• _What is required_: The records that follow must be repeated exactly, minus the images.

━━ Exercise input ━━

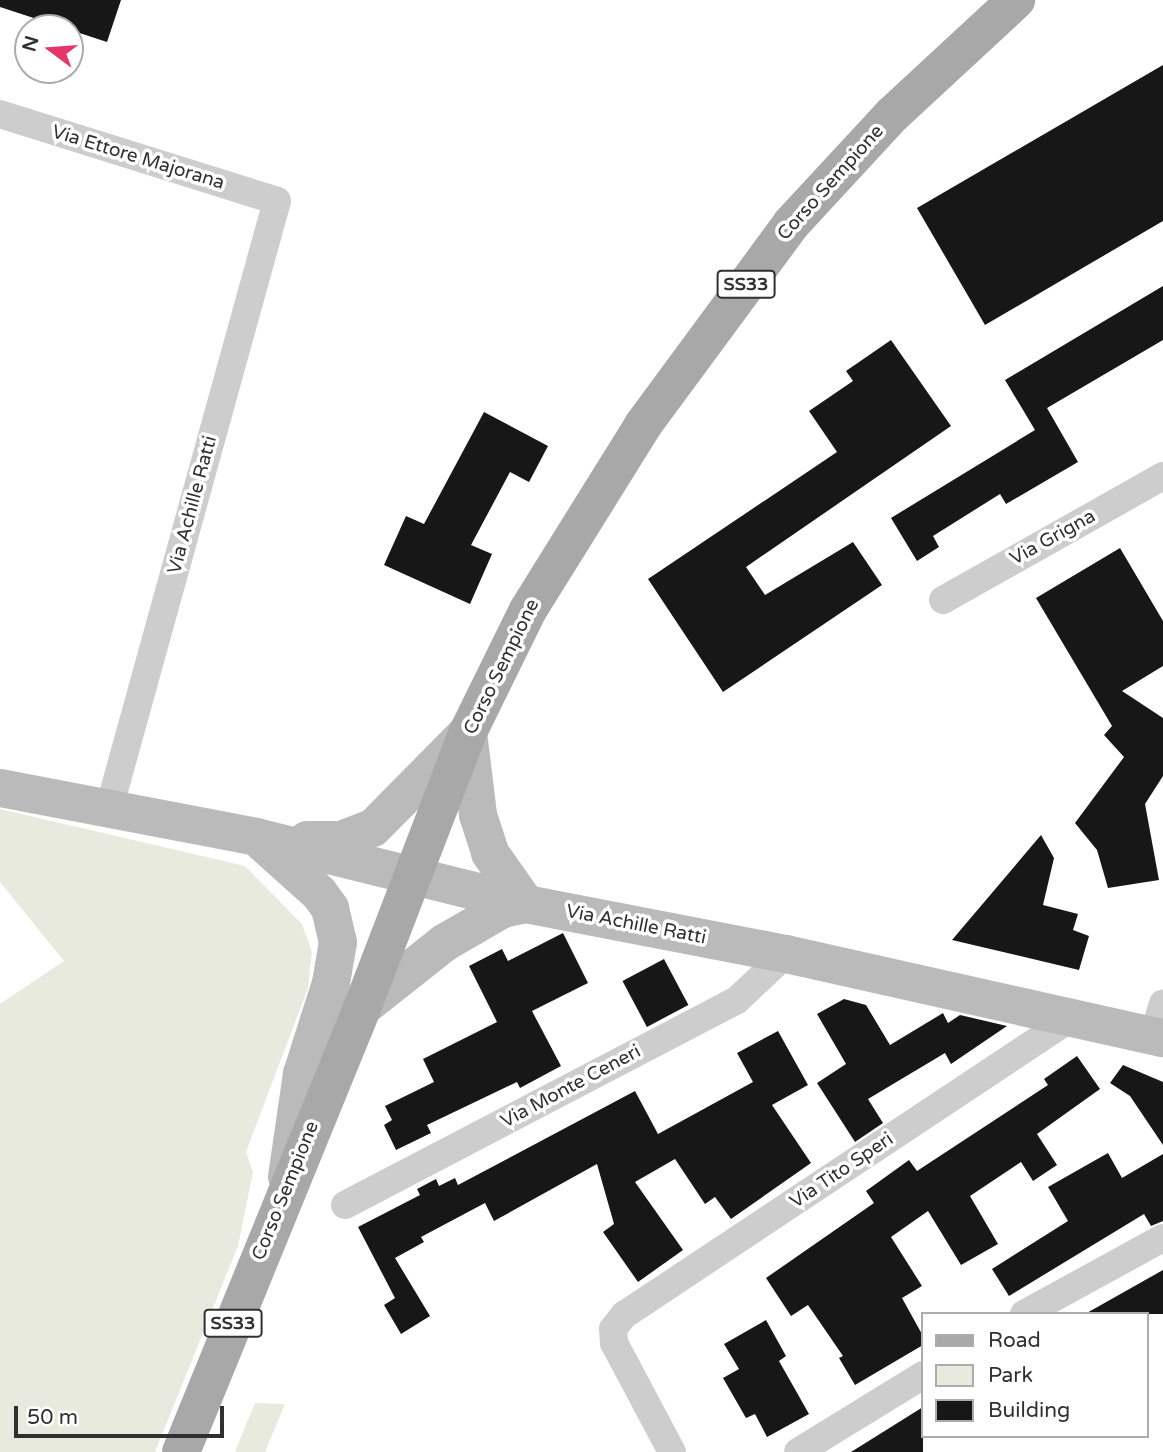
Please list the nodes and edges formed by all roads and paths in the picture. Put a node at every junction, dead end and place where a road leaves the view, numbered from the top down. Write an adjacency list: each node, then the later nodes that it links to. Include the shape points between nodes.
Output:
1 (1016, 0): 6 (main road, Corso Sempione / SS33, via 893,114 791,224 706,335 566,546 528,610)
2 (0, 114): 3 (street, Via Ettore Majorana)
3 (277, 201): 8 (street, Via Achille Ratti)
4 (1163, 476): 5 (street, Via Grigna)
5 (943, 600)
6 (468, 732): 9 (street, via 373,828 341,840); 10 (main road, Corso Sempione / SS33); 11 (street, via 478,815 490,853)
7 (0, 788): 8 (street, Via Achille Ratti)
8 (109, 809): 9 (street, Via Achille Ratti)
9 (256, 837): 10 (street, Via Achille Ratti); 16 (street, via 319,893 330,908 338,943 331,984 302,1074)
10 (414, 876): 11 (street, Via Achille Ratti); 13 (main road, Corso Sempione / SS33)
11 (526, 904): 12 (street, Via Achille Ratti); 13 (street, via 503,909 444,943)
12 (786, 954): 14 (street, Via Achille Ratti); 17 (street, Via Monte Ceneri, via 737,1000)
13 (362, 1008): 16 (main road, Corso Sempione / SS33)
14 (1074, 1016): 15 (street, Via Achille Ratti); 22 (street, Via Tito Speri, via 624,1315 613,1329 614,1343)
15 (1160, 1026)
16 (285, 1194): 21 (main road, Corso Sempione / SS33)
17 (345, 1205)
18 (1163, 1238): 19 (street)
19 (1028, 1312)
20 (922, 1376): 23 (street)
21 (181, 1452)
22 (672, 1452)
23 (797, 1452)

━━━

• _Result for this task_:
Please list the nodes and edges formed by all roads and paths in the picture. Put a node at every junction, dead end and place where a road leaves the view, numbered from the top down. Write an adjacency list: each node, then the later nodes that it links to. Include the shape points between nodes.
Output:
1 (1016, 0): 6 (main road, Corso Sempione / SS33, via 893,114 791,224 706,335 566,546 528,610)
2 (0, 114): 3 (street, Via Ettore Majorana)
3 (277, 201): 8 (street, Via Achille Ratti)
4 (1163, 476): 5 (street, Via Grigna)
5 (943, 600)
6 (468, 732): 9 (street, via 373,828 341,840); 10 (main road, Corso Sempione / SS33); 11 (street, via 478,815 490,853)
7 (0, 788): 8 (street, Via Achille Ratti)
8 (109, 809): 9 (street, Via Achille Ratti)
9 (256, 837): 10 (street, Via Achille Ratti); 16 (street, via 319,893 330,908 338,943 331,984 302,1074)
10 (414, 876): 11 (street, Via Achille Ratti); 13 (main road, Corso Sempione / SS33)
11 (526, 904): 12 (street, Via Achille Ratti); 13 (street, via 503,909 444,943)
12 (786, 954): 14 (street, Via Achille Ratti); 17 (street, Via Monte Ceneri, via 737,1000)
13 (362, 1008): 16 (main road, Corso Sempione / SS33)
14 (1074, 1016): 15 (street, Via Achille Ratti); 22 (street, Via Tito Speri, via 624,1315 613,1329 614,1343)
15 (1160, 1026)
16 (285, 1194): 21 (main road, Corso Sempione / SS33)
17 (345, 1205)
18 (1163, 1238): 19 (street)
19 (1028, 1312)
20 (922, 1376): 23 (street)
21 (181, 1452)
22 (672, 1452)
23 (797, 1452)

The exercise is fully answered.